C'est pourquoi, à mes yeux, toute décision d'avenir doit impérativement intégrer trois perspectives : celle du dirigeant, celle des collaborateurs et celle des clients.
▸ Quel genre d'entreprise est-ce que je souhaite réellement diriger dans cinq ou dix ans en tant qu'entrepreneur ?
▸ De quelles compétences mes collaborateurs auront-ils besoin à ce moment-là, et quel rôle les humains doivent-ils jouer dans cette entreprise ?
▸ Et qu'attendent mes clients pour l'avenir ? Où recherchent-ils de la rapidité et de l'automatisation, et où attendent-ils de la confiance, de l'expérience et un interlocuteur humain capable de prendre ses responsabilités ?
Ces questions deviennent vite très concrètes. Car une solution techniquement réalisable est loin d'être toujours une bonne solution entrepreneuriale.
Lorsque les entreprises réfléchissent à leur avenir, leur regard se tourne naturellement vers l'extérieur : quelles technologies émergent ? Comment les marchés évoluent-ils ? Que fait la concurrence ? Quelles évolutions sociétales et géopolitiques deviennent pertinentes ?
Ces questions sont essentielles.
Il me manque cependant souvent le second volet. Qu'est-ce qui nous attend ?
Et surtout : que possédons-nous déjà ?
C'est précisément pour cette raison que je combine ces deux angles d'approche dans le Future Readiness Check. Nous examinons les évolutions externes à l'entreprise et nous les confrontons à ce qui existe déjà en interne.
Quelles compétences actuelles gagnent en valeur grâce aux nouvelles évolutions ? Lesquelles en perdent ? Où une structure héritée du passé devient-elle un obstacle ? Quelle expertise pourrait être transposée sur un nouveau marché ? Et que savons-nous faire qu'un nouveau concurrent ne pourrait pas reproduire en moins de deux ans ?
C'est seulement en croisant ces deux perspectives que l'on obtient, selon moi, une vision solide de la direction que doit prendre une entreprise.
C'est peut-être le message le plus important pour les PME établies : vous possédez déjà une grande partie de ce dont vous pourriez avoir besoin pour votre avenir.
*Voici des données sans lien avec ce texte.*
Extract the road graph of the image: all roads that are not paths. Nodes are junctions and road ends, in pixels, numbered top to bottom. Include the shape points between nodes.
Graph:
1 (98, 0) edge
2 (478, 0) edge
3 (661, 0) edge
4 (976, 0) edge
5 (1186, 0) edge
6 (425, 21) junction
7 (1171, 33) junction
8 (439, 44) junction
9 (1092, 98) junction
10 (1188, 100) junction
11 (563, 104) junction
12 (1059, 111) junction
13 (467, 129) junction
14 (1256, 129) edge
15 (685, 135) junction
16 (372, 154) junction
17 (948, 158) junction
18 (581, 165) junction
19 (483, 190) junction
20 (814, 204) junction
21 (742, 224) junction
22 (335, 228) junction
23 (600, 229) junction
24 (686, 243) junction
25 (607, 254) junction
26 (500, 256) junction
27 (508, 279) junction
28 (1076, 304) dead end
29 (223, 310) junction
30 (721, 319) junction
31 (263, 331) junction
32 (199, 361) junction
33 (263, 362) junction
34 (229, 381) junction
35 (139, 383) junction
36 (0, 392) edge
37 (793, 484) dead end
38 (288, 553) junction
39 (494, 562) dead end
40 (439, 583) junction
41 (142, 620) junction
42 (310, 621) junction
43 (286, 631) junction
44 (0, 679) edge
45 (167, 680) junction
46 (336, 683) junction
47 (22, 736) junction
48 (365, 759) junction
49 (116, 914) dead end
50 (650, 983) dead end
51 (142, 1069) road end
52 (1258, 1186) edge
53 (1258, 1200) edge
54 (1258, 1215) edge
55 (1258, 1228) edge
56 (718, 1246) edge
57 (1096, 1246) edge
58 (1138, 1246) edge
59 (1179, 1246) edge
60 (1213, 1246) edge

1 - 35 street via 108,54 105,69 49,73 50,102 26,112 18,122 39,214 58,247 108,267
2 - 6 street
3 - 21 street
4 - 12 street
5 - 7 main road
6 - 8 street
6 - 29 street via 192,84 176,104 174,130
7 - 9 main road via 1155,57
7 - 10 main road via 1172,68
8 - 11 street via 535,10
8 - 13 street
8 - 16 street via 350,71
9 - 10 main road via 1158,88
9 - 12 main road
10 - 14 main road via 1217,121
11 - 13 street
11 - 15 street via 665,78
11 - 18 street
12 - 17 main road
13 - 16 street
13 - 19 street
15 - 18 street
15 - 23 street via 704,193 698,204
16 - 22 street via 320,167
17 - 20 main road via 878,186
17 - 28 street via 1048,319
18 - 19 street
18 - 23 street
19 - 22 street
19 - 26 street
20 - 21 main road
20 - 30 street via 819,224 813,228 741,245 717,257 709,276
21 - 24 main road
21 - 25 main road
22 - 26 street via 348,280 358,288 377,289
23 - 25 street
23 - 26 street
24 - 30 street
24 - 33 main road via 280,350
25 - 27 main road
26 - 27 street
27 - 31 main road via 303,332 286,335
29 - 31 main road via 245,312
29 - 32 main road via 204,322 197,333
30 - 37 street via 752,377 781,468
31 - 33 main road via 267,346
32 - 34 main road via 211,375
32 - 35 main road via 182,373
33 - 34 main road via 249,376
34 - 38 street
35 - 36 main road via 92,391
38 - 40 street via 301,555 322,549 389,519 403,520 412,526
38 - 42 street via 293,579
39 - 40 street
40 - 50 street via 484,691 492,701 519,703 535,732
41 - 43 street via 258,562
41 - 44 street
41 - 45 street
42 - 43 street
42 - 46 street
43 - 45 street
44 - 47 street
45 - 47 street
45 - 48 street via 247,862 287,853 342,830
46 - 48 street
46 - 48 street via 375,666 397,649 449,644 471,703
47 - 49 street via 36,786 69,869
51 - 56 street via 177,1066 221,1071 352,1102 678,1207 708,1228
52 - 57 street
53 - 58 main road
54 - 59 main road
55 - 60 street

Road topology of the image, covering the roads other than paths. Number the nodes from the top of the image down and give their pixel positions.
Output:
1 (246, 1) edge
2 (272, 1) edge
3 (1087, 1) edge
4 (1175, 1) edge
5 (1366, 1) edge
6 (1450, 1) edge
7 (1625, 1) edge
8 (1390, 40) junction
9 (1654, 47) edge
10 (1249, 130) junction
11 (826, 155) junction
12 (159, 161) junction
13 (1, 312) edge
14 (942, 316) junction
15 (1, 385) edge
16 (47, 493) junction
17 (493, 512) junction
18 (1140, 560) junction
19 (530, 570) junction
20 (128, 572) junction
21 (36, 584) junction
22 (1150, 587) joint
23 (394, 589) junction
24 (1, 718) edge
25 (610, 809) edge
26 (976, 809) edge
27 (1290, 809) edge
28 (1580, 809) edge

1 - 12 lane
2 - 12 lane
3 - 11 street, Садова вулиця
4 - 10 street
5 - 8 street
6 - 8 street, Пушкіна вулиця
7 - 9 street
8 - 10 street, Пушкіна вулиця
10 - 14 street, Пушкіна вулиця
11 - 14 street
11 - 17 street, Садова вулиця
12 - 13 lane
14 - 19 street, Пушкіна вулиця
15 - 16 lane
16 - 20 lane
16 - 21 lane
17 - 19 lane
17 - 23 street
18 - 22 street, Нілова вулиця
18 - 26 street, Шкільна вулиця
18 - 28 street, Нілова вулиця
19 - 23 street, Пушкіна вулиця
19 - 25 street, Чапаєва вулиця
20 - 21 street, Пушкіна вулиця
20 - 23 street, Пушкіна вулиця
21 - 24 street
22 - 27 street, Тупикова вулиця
Il vous suffit d'identifier quels éléments. Et d'avoir, en parallèle, le courage de vous séparer de ce qui a perdu sa valeur.
Pour moi, la pérennité ne signifie donc ni s'accrocher au passé, ni courir après chaque nouvelle tendance.
Elle naît là où une entreprise comprend ce qu'elle doit conserver de son passé pour en faire, consciemment, quelque chose de nouveau.